__What to produce__. For the records below, give the number of lines containing the word "roads" and no other text.

__Source material__.
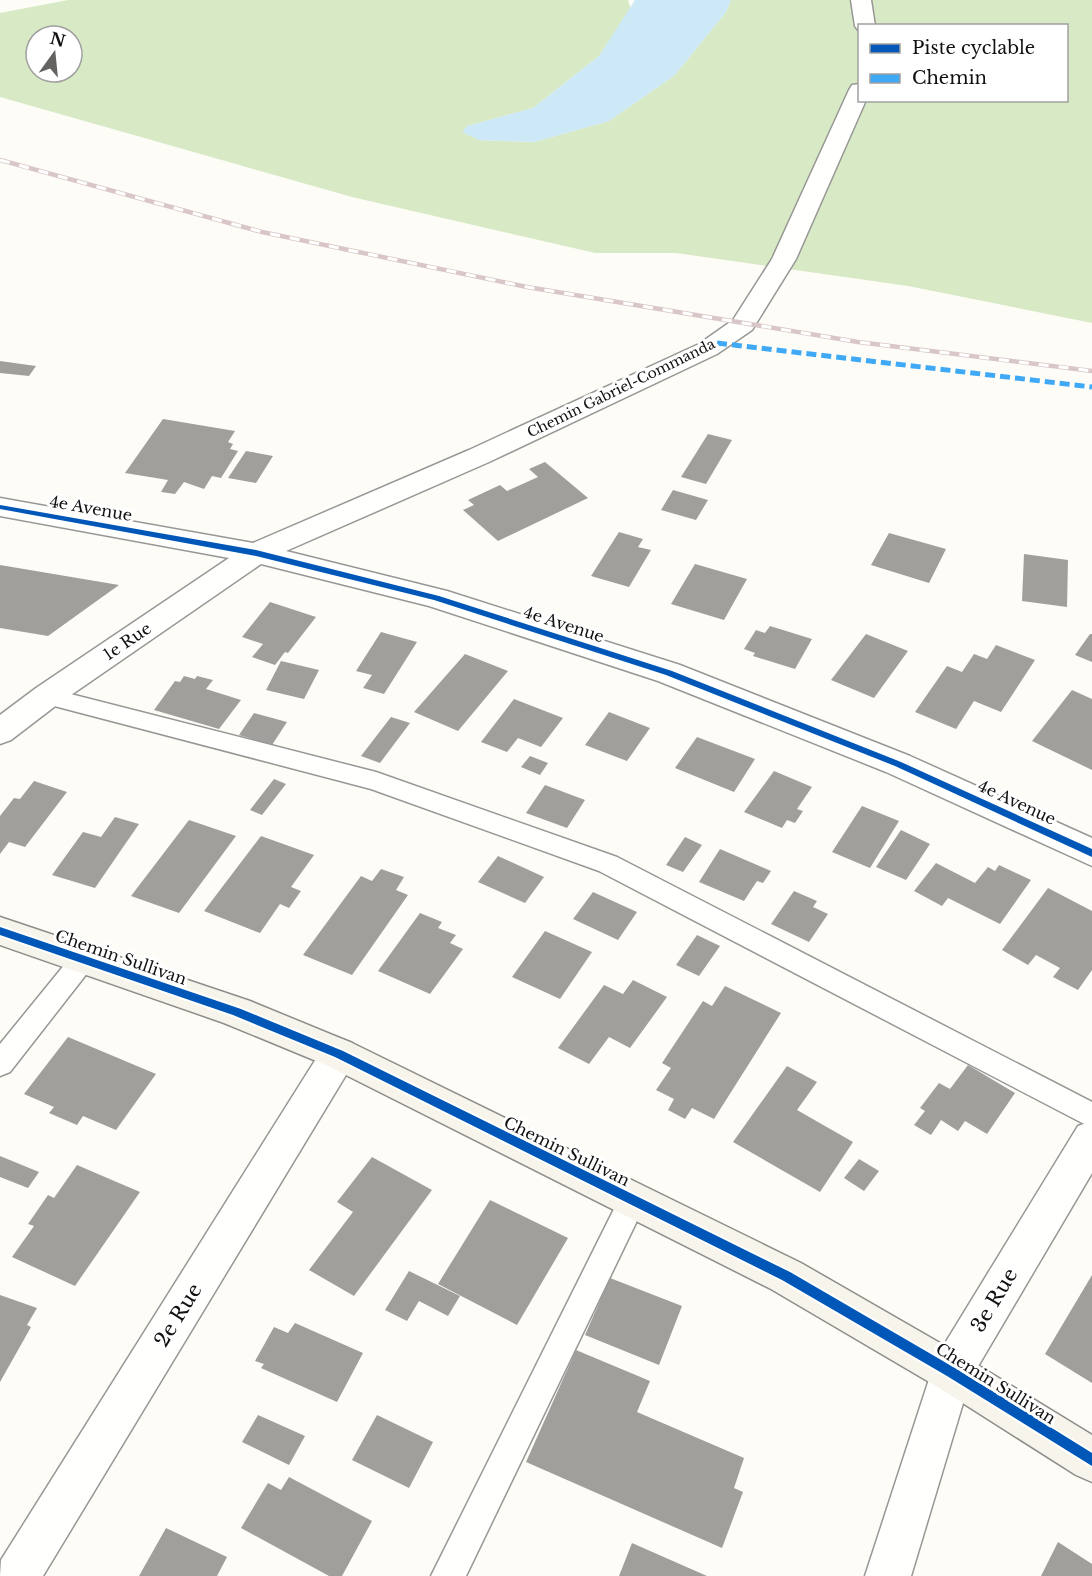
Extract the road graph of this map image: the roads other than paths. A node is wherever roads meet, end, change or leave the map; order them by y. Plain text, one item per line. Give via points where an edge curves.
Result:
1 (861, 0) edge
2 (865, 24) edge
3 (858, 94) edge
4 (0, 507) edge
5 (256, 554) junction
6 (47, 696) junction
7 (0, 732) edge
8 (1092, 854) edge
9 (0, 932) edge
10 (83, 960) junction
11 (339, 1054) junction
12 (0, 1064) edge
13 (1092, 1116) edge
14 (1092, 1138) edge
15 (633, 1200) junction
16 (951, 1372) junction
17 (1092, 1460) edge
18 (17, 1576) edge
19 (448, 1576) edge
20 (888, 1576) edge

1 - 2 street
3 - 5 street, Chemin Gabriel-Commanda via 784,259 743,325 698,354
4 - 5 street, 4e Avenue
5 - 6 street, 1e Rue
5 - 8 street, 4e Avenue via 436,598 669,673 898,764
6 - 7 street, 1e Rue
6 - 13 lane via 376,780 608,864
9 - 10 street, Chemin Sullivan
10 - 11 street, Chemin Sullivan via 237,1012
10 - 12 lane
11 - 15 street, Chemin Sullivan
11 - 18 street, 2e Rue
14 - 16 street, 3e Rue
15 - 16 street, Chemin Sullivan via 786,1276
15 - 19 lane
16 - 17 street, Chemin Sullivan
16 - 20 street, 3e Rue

...

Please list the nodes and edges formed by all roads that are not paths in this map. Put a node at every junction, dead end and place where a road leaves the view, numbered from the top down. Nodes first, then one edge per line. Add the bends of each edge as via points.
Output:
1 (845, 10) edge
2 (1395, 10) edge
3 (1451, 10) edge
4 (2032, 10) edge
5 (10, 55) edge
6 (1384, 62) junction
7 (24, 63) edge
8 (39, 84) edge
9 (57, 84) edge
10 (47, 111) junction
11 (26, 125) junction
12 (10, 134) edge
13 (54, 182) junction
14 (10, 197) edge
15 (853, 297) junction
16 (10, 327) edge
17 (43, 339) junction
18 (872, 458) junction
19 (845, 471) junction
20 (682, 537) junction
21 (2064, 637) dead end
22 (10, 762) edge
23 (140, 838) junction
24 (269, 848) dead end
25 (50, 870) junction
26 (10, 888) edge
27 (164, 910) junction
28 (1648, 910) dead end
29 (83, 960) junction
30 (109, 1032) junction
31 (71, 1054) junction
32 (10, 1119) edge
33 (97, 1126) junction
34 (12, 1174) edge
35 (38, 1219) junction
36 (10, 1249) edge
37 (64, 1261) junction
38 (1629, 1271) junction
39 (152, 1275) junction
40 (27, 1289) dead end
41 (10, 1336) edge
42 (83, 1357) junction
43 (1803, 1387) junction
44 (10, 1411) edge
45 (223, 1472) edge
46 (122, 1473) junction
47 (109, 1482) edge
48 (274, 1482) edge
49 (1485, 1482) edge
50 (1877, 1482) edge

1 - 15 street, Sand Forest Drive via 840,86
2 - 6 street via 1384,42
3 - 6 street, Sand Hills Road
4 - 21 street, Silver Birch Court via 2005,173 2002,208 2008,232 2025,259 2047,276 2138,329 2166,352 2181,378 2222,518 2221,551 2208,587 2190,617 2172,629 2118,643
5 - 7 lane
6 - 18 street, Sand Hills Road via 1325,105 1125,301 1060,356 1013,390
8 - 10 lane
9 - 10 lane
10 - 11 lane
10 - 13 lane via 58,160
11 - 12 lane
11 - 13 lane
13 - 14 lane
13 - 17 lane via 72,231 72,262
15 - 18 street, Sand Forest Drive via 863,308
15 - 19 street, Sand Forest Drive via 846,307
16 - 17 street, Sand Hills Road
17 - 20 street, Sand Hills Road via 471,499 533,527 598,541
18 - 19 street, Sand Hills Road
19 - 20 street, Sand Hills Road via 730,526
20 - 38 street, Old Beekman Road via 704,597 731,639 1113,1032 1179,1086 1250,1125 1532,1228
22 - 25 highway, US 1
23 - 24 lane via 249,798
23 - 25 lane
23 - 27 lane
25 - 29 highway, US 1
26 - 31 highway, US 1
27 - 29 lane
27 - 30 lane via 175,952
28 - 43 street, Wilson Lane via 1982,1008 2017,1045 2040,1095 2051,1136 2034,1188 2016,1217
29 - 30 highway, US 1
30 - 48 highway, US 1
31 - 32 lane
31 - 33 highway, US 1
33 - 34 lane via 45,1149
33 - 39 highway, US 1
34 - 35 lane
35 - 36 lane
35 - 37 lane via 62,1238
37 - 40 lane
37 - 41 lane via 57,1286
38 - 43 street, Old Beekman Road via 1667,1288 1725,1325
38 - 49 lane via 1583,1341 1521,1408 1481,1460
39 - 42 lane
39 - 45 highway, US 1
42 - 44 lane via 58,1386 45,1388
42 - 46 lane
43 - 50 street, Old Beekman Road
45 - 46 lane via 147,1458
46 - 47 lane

__Answer__. 2